Abstract
The publication of Toward a History of Epistemic Things 25 years ago was a landmark in science studies. Not only was the book a brilliant overview of new research trends, but it was also a personal and highly original contribution because of its emphasis on the major role of experimental systems in the construction of scientific knowledge. The paths that it opened have not yet been fully explored. More seriously, the ambition of the author to reinforce the value of scientific knowledge by the role of experimental systems in its construction has not been pursued.
Keywords: epistemic things, experimental systems, metaphor, molecular biology, value of truth
1. Introduction
Hans‐Jörg Rheinberger's publication of Toward a History of Epistemic Things 25 years ago marked the intersection of two different movements. 1 The molecular revolution in the life sciences between 1940 and 1960 was followed by the development of genetic engineering, the characterization of genes implicated in human diseases and the sequencing of the human genome. Interest in science studies was profoundly renewed in the early 1960s and has since become an independent discipline critical of the historical narratives hitherto related. The sciences develop not along a steady pathway toward advances in knowledge, but follow an irregular path dependent on the social context and on historical vicissitudes. Instead of contributing to the great progressive discourses once in vogue, more recent historical narratives have concentrated on the way scientific knowledge has been constructed and on the controversies between groups of researchers who played a decisive role. The study of these disputes and their resolution moved the focus away from a naïve vision of scientific progress.
Rheinberger's book found its place perfectly at the crossroads of these two movements. It describes a little‐known episode in the history of molecular biology: the development of in vitro systems for the synthesis of proteins in Paul Zamecnik's laboratory in Boston. While the book greatly enriched the emerging more nuanced discourse, we will see how it truly transformed the field.
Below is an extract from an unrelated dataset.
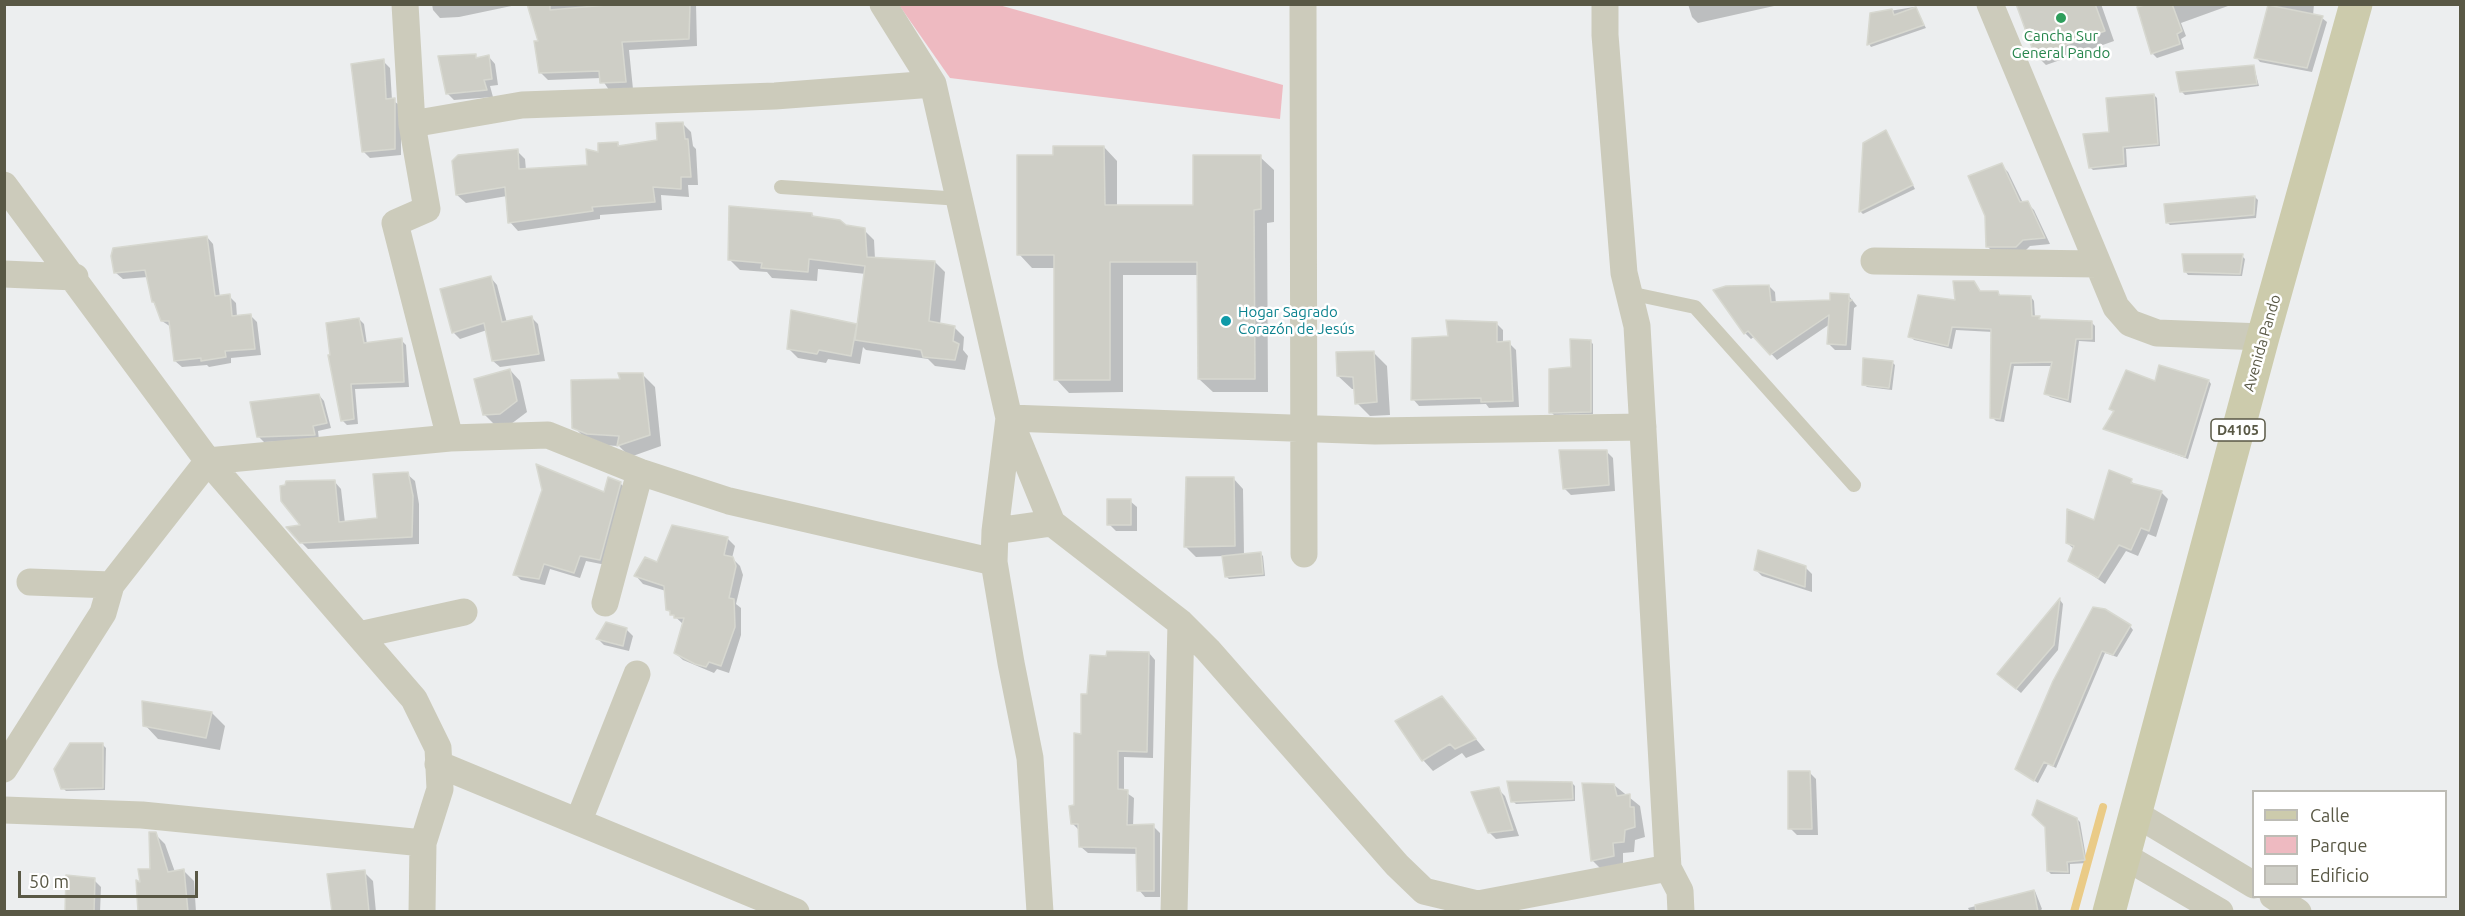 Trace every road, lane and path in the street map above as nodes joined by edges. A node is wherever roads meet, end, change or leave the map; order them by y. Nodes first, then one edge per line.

The writing of this book also marked Rheinberger's departure from molecular biology research to science studies. My own conversion was much more gradual, but it started at about the same time. I was inspired by his articles that preceded the publication of his book. We soon forged a friendship that lasts to this day and of which this text is a new expression.
2. An Important Book
My aim is not to analyze Rheinberger's book again but to highlight its originality and thus to use it as a reference in examining the recent historiography of the life sciences. It is first of all a quite classical narrative of a neglected episode in the history of molecular biology. Indeed, it is not the study of a particular controversy. The social and institutional context is mentioned, but is not the main protagonist of the story. While not neglecting reference to laboratory notebooks, Rheinberger bases his account above all on the published articles. There is no trace of a frenetic search by the author for hitherto overlooked documents that would reveal the hidden strategies of scientists. Though he does not omit the theoretical dimension of the sciences, his scrutiny focuses mainly on the co‐evolution of the experimental system and the representations thereof given by the experimenters as well as the slow transformation of epistemic things into new scientific concepts.
The book offers its readers an extraordinary wealth of interpretations; Rheinberger introduces all the analytical categories that emerged in this new wave of science studies. But, far from being a catalog, the book is first and foremost a highly original approach to the scientific phenomenon, based on authors rarely mentioned, such as Jacques Derrida. In its numerous references to French authors, the book sometimes has an encyclopedic character. The author borrows approaches from textual studies as well as the history of art, and he does not hesitate to venture into the realm of metaphysics, addressing, for example, the question of “possibles.”
Some characteristics of the book are particularly worthy of attention. The first is its organization: the chapters describing scientific work alternate with those enabling analysis. Is this a reflection in the book's structure of the ongoing transition in the author's academic life or a stronger position statement according to which the scientific level of analysis must be clearly distinguished from the epistemological level, with the two disciplines nonetheless best dealt with together?
Much of the enduring interest in the book comes from the conclusion that the chosen experimental system is representative of all experimental systems. In his latest book, Spalt und Fuge, Rheinberger seeks to distinguish the different types of experimental systems. Unfortunately, I don't have access to this recent book as it has yet to be translated into English. The title of the 1997 book emphasized epistemic things and not experimental systems, yet it seems to me that the study of such systems is the most original aspect of the work. It is by the mediation of these experimental systems that we can reconcile a radically new vision of the construction of scientific knowledge and our confidence in the latter. Our scientific concepts are not arbitrary, the fruit of an a priori conception of phenomena, but are the result of a co‐construction imposed through the life of the experimental system by that which these concepts attempt to explain.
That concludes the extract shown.